There’s another dimension of memoir editing that deserves mention: fact-checking. Memory is unreliable, and memoirists frequently get details wrong. Dates, sequences of events, who said what to whom, these things drift in memory over the years. A good editor catches inconsistencies and flags them. Was your mother diagnosed in 2008 or 2009? You say you moved to the new apartment before the surgery, but earlier in the manuscript you place the surgery in June and the move in October. These aren’t accusations of dishonesty; they’re routine corrections that any text written from memory requires. But raising them with a memoirist is different from raising them with a historian. The memoirist isn’t just getting a fact wrong; they’re discovering that their memory of a significant personal event is different from what actually happened. That realization can be disorienting, and the editor has to handle it with care.
I’ve also learned that the hardest scenes to edit are often the ones the author wrote first. These scenes tend to be the most emotionally charged, the ones the author needed to get out before they could write anything else. They’re often over-written, because the author was trying to capture something overwhelming and used more words than the scene needed. Suggesting cuts to these foundational scenes can feel, to the author, like you’re minimizing the experience. The conversation requires patience on both sides. I try to frame it not as “this scene says too much” but as “this scene is so important that every sentence needs to earn its place.”

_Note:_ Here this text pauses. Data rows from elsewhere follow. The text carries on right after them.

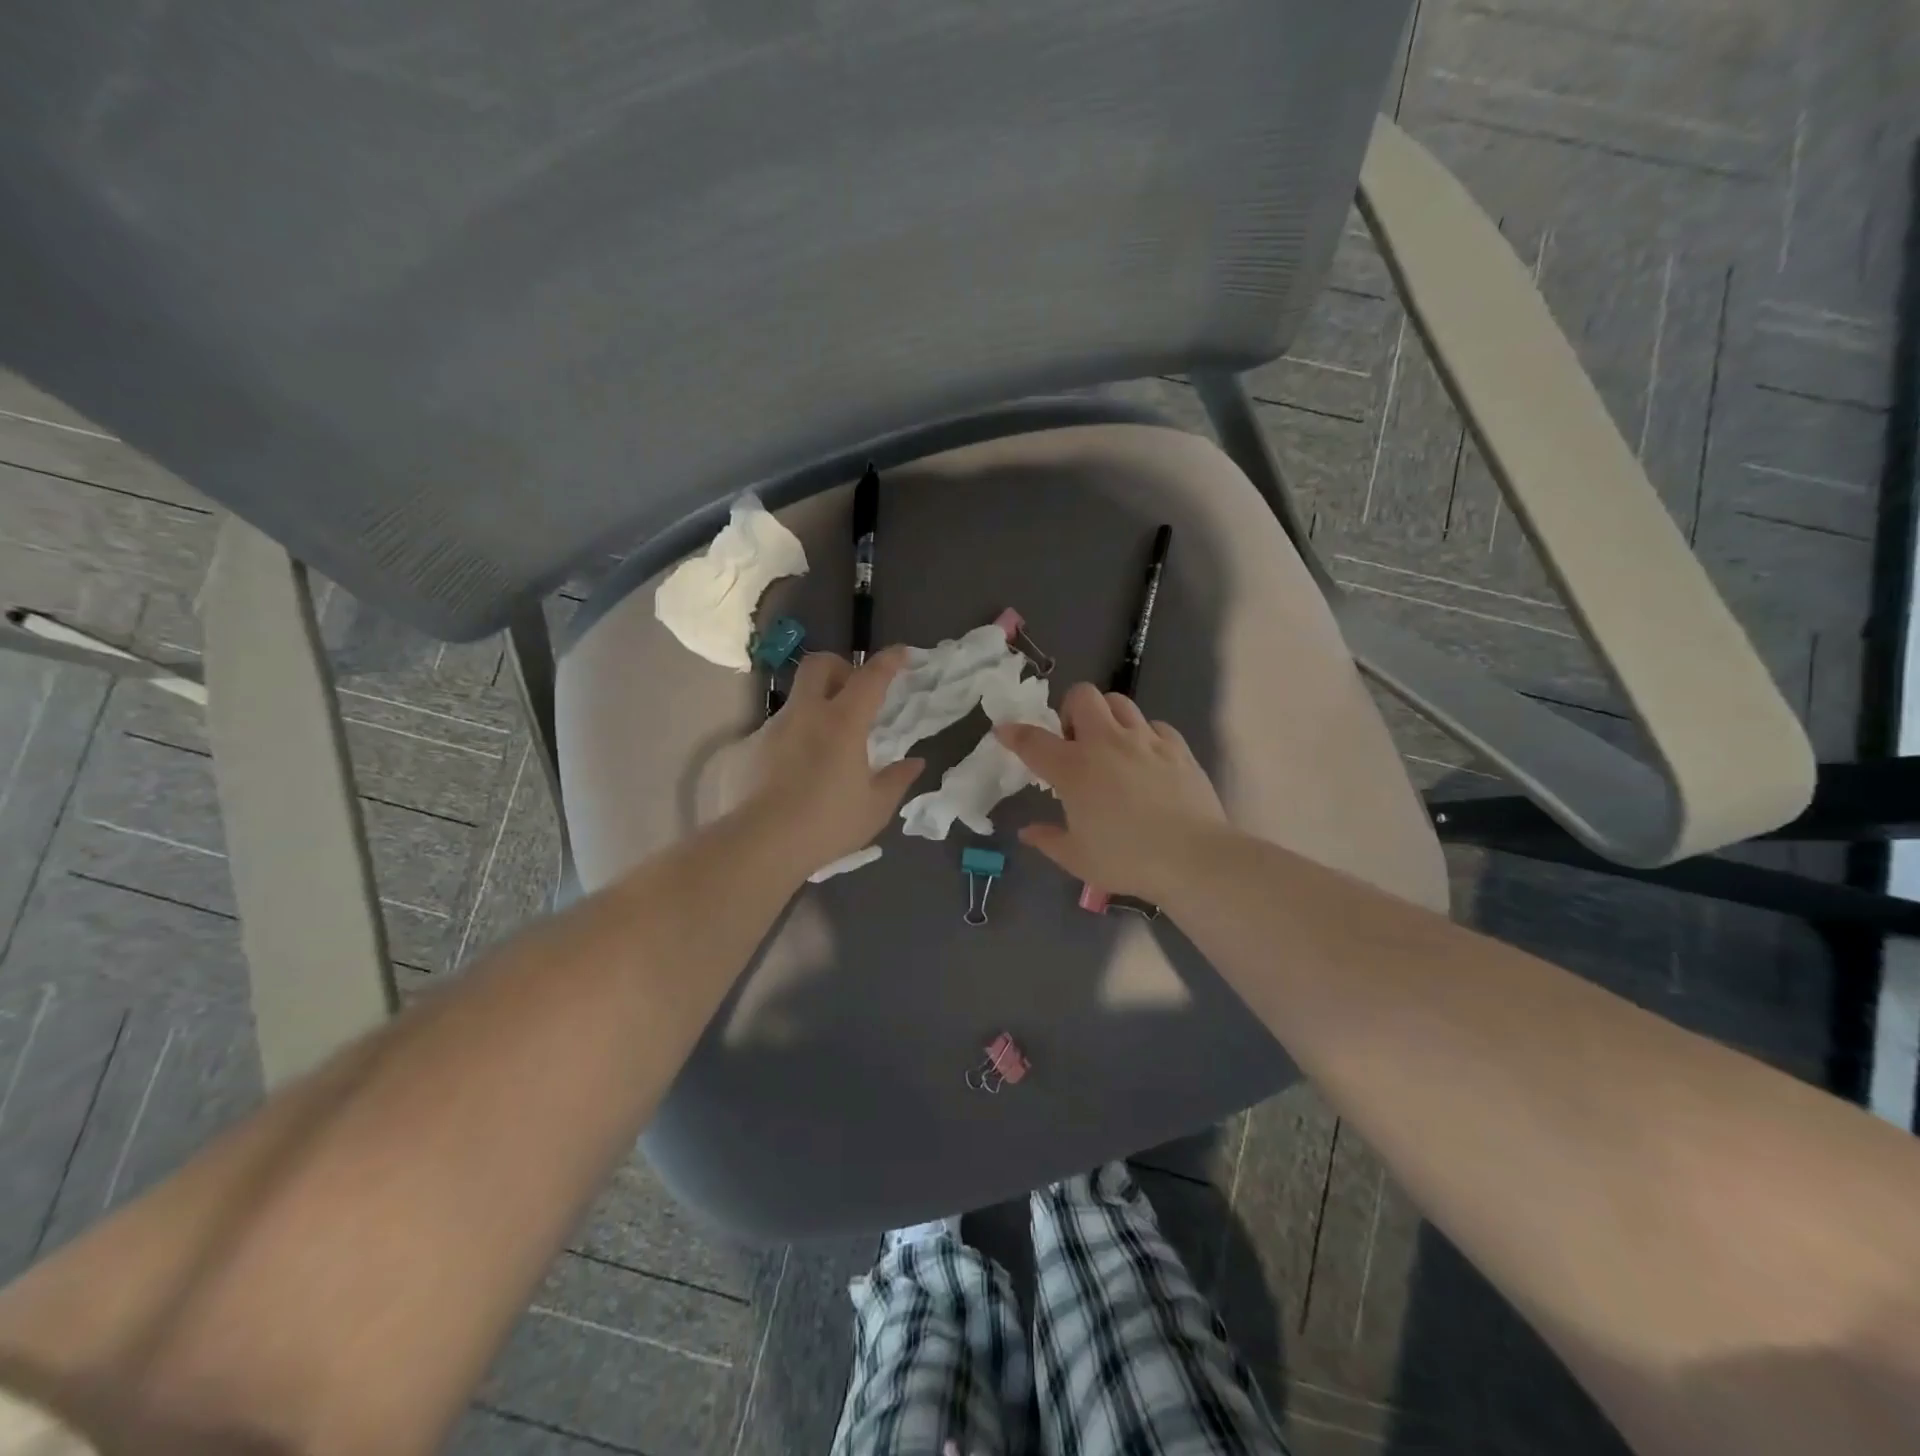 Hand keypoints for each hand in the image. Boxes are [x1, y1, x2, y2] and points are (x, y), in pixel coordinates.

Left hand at [742, 649, 923, 874]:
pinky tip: (801, 768)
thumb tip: (914, 763)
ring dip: (816, 705)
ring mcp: (774, 728)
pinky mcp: (752, 748)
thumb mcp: (874, 808)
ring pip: (798, 697)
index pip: (870, 678)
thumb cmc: (827, 823)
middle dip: (840, 666)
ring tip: (828, 741)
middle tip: (853, 691)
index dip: (889, 661)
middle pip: (820, 664)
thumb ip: (896, 780)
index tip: (901, 654)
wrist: (761, 844)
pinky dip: (796, 735)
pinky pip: (780, 728)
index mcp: (843, 722)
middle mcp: (807, 714)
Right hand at [996, 683, 1225, 901]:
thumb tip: (1028, 832)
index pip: (1033, 740)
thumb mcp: (1077, 858)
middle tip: (1074, 741)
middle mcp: (1106, 742)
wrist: (1192, 857)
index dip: (1014, 733)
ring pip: (1119, 702)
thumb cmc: (1126, 859)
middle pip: (1082, 696)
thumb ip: (1048, 840)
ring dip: (1107, 716)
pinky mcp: (1177, 747)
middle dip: (1070, 710)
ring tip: (1110, 744)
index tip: (1004, 732)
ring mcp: (1145, 740)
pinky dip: (1144, 735)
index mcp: (1073, 768)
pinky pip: (1154, 725)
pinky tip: (1146, 759) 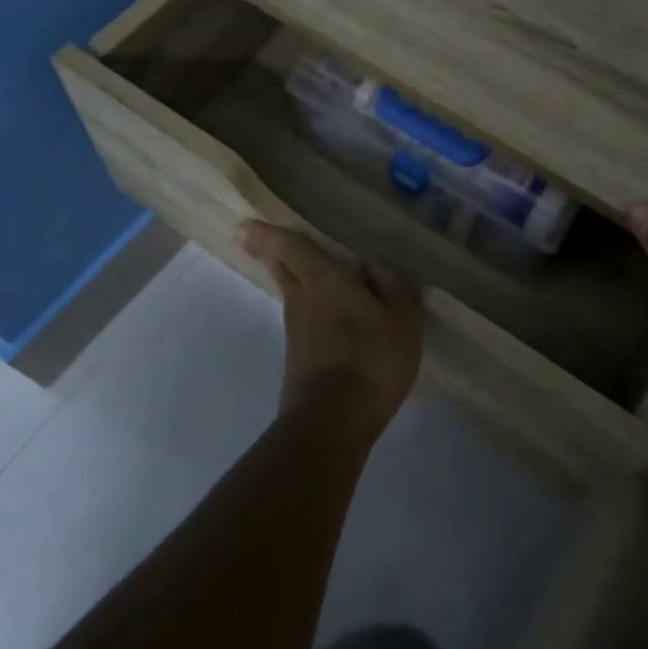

The book was published last year. The reviews were kind, which mattered to the author more than sales numbers. Her brother read it and called her afterward. She told me they talked for two hours, longer than they’d spoken in years. She said, “He said he didn’t know I felt that way about a lot of things, and I said I didn’t either until I wrote it down.” That’s the power of memoir when it works. The writing process itself becomes a way of understanding an experience that was too overwhelming to understand while it was happening.
I’m working on another memoir now, a very different story with very different challenges. And I know the drill. I’ll read it with my full attention. I’ll form a relationship with the material that goes beyond professionalism. I’ll have difficult conversations about structure and honesty and what to include. I’ll absorb some of the emotional weight. And at the end, if we’ve done our work well, there will be a book that is honest and shaped and human, a book that tells one person’s story in a way that makes other people feel less alone. That’s the goal. It’s always the goal. And it’s worth the labor, emotional and otherwise, every time.